With the death of Franco on November 20th, 1975, Juan Carlos de Borbón became the absolute King of Spain. He immediately began transitioning to democracy, with Spain becoming a constitutional monarchy articulated by a parliamentary democracy. In 1977, the first democratic government elected after Franco’s death passed an Amnesty Law, which exempts responsibility to everyone who committed any offence for political reasons prior to this date. This law ensures that all crimes committed during Franco’s dictatorship cannot be prosecuted.

In 2000, at the request of the Association for the Recovery of Historical Memory, the first official exhumation of a mass grave was carried out by Aranzadi, a non-profit scientific society and research body based in the Basque Country. Led by Francisco Etxeberria, Aranzadi have since exhumed over 250 of the 2052 (these numbers are constantly growing) known mass graves in Spain, all at the request of living ancestors and carried out with the assistance of volunteers. In 2007 Spain passed the Historical Memory Law, which includes provisions of state assistance in the tracing, identification and eventual exhumation of victims of Francoist repression whose corpses are still missing.

In 2008 the Spanish judge Baltasar Garzón opened an investigation into the executions and disappearances of 114,266 Spanish citizens between July 17, 1936, and December 1951, one of those people being the poet Federico García Lorca. This investigation proceeded on the basis of the notion that this mass-murder constituted a “Crime Against Humanity” which cannot be subject to any amnesty or statute of limitations. As a result Mr. Garzón was himself accused of violating the terms of the general amnesty and his powers as a jurist have been suspended pending further investigation.

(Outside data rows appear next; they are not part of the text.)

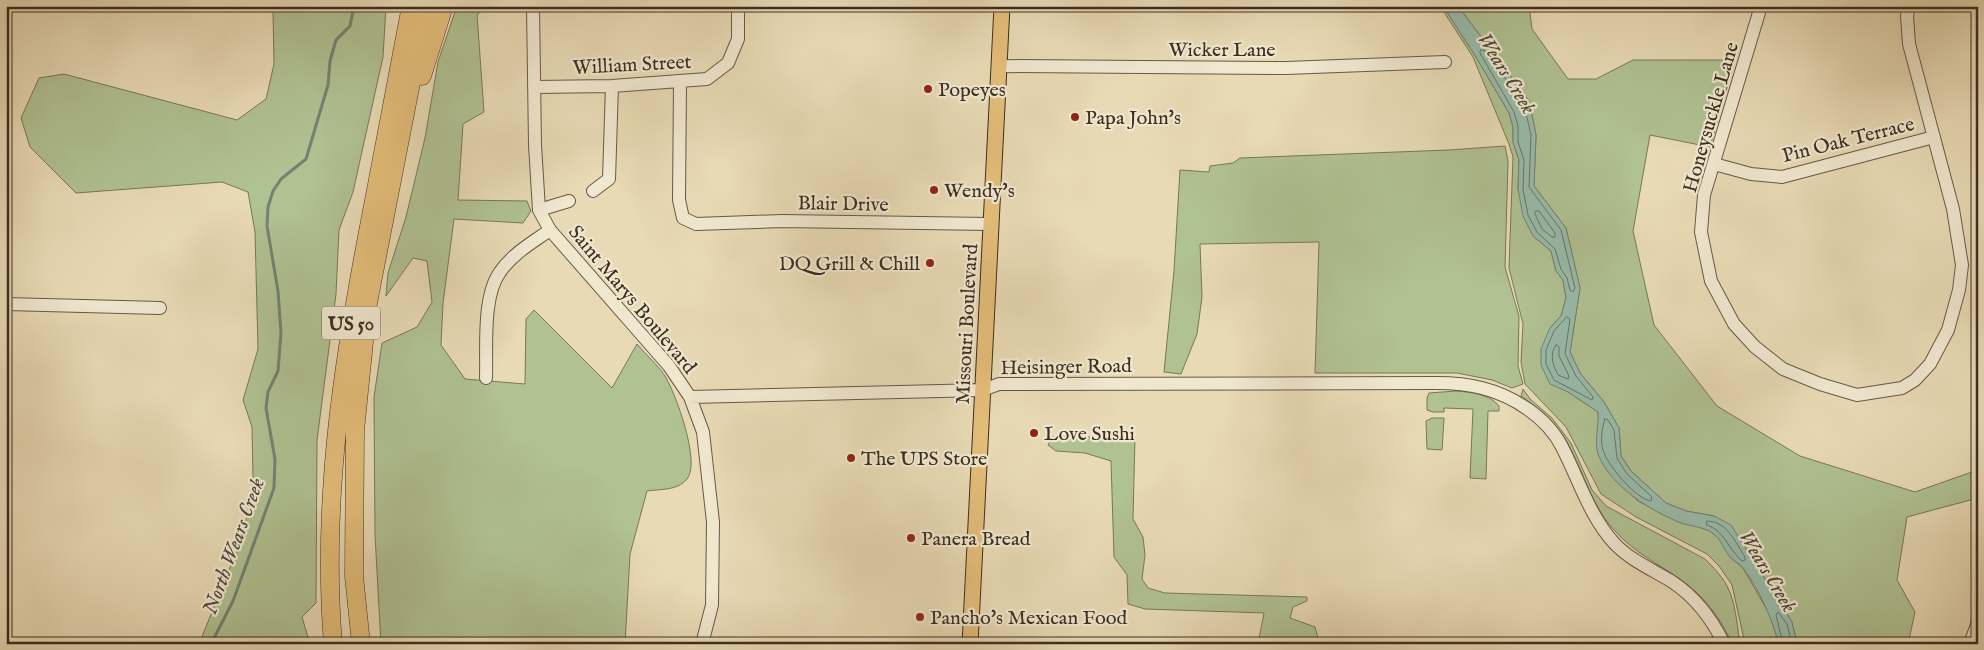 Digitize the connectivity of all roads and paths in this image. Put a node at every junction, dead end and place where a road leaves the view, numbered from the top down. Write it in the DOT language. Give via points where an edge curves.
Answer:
graph roads {
  1 [pos="399,6"];
  2 [pos="411,6"];
  3 [pos="426,6"];
  4 [pos="444,6"];
  5 [pos="533,6"];
  6 [pos="738,6"];
  7 [pos="1002,6"];
  8 [pos="1761,6"];
  9 [pos="1909,6"];
  10 [pos="1445,62"];
  11 [pos="999,66"];
  12 [pos="680,82"];
  13 [pos="612,86"];
  14 [pos="534,87"];
  15 [pos="1934,137"];
  16 [pos="385,139"];
  17 [pos="394,164"];
  18 [pos="1714,164"];
  19 [pos="592,191"];
  20 [pos="569,201"];
  21 [pos="539,210"];
  22 [pos="990,224"];
  23 [pos="550,230"];
  24 [pos="6,304"];
  25 [pos="160,308"];
  26 [pos="486,378"];
  27 [pos="983,390"];
  28 [pos="690,397"];
  29 [pos="1978,622"];
  30 [pos="333,644"];
  31 [pos="361,644"];
  32 [pos="702,644"];
  33 [pos="970,644"];
  34 [pos="1724,644"];
  35 [pos="1970,644"];
  1 -- 16 [label="highway"];
  2 -- 16 [label="highway, US 50"];
  3 -- 17 [label="highway, US 50"];
  4 -- 17 [label="highway"];
  5 -- 14 [label="street, Saint Marys Boulevard"];
  6 -- 12 [label="street, William Street" via="738,39 728,63 707,79"];
  7 -- 11 [label="main road, Missouri Boulevard"];
  8 -- 18 [label="street, Honeysuckle Lane"];
  9 -- 15 [label="street, Honeysuckle Lane" via="1909,44"];
  10 -- 11 [label="street, Wicker Lane" via="1286,68"];
  11 -- 22 [label="main road, Missouri Boulevard"];
  12 -- 13 [label="street, William Street"];
  12 -- 22 [label="street, Blair Drive" via="679,200 683,218 696,224 782,220"];
  13 -- 14 [label="street, William Street"];
  13 -- 19 [label="street" via="609,179"];
  14 -- 21 [label="street, Saint Marys Boulevard"];
  15 -- 18 [label="street, Pin Oak Terrace" via="1782,177 1751,174"];
  15 -- 18 [label="street, Honeysuckle Lane" via="1953,210 1962,266 1948,330 1930,364 1915,380 1902,388 1858,395 1783,369 1755,347 1734,324 1711,281 1701,232 1704,195"];
  16 -- 30 [label="highway, US 50" via="340,395 329,601"];
  17 -- 31 [label="highway, US 50" via="368,303 355,430 354,576"];
  20 -- 21 [label="street"];
  21 -- 23 [label="street, Saint Marys Boulevard"];
  22 -- 27 [label="main road, Missouri Boulevard"];
  23 -- 26 [label="street" via="520,251 500,272 494,285 488,312"];
  23 -- 28 [label="street, Saint Marys Boulevard" via="669,366"];
  24 -- 25 [label="street"];
  27 -- 28 [label="street, Heisinger Road"];
  27 -- 33 [label="main road, Missouri Boulevard"];
  27 -- 34 [label="street, Heisinger Road" via="999,384 1414,383 1482,388 1514,401 1533,414 1561,445 1590,509 1615,544 1684,591 1710,619"];
  28 -- 32 [label="street, Saint Marys Boulevard" via="703,432 713,522 712,605"];
  29 -- 35 [label="street"];
}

In September 2010 an Argentine court reopened a probe into crimes committed during the Spanish Civil War and during Franco’s dictatorship. Amnesty International, Human Rights Watch, the Council of Europe and United Nations have all asked the Spanish government to investigate the crimes of Franco’s dictatorship.


* Figure varies greatly depending on the historian.

For more information on the subject, an excellent reference is the Mapa de la Memoria, which offers information on the sites of mass graves, historic buildings, military architecture, Francoist symbols, battles, detention centres, concentration camps, and other points of interest in Spain related to the Spanish Civil War and Franco's dictatorship.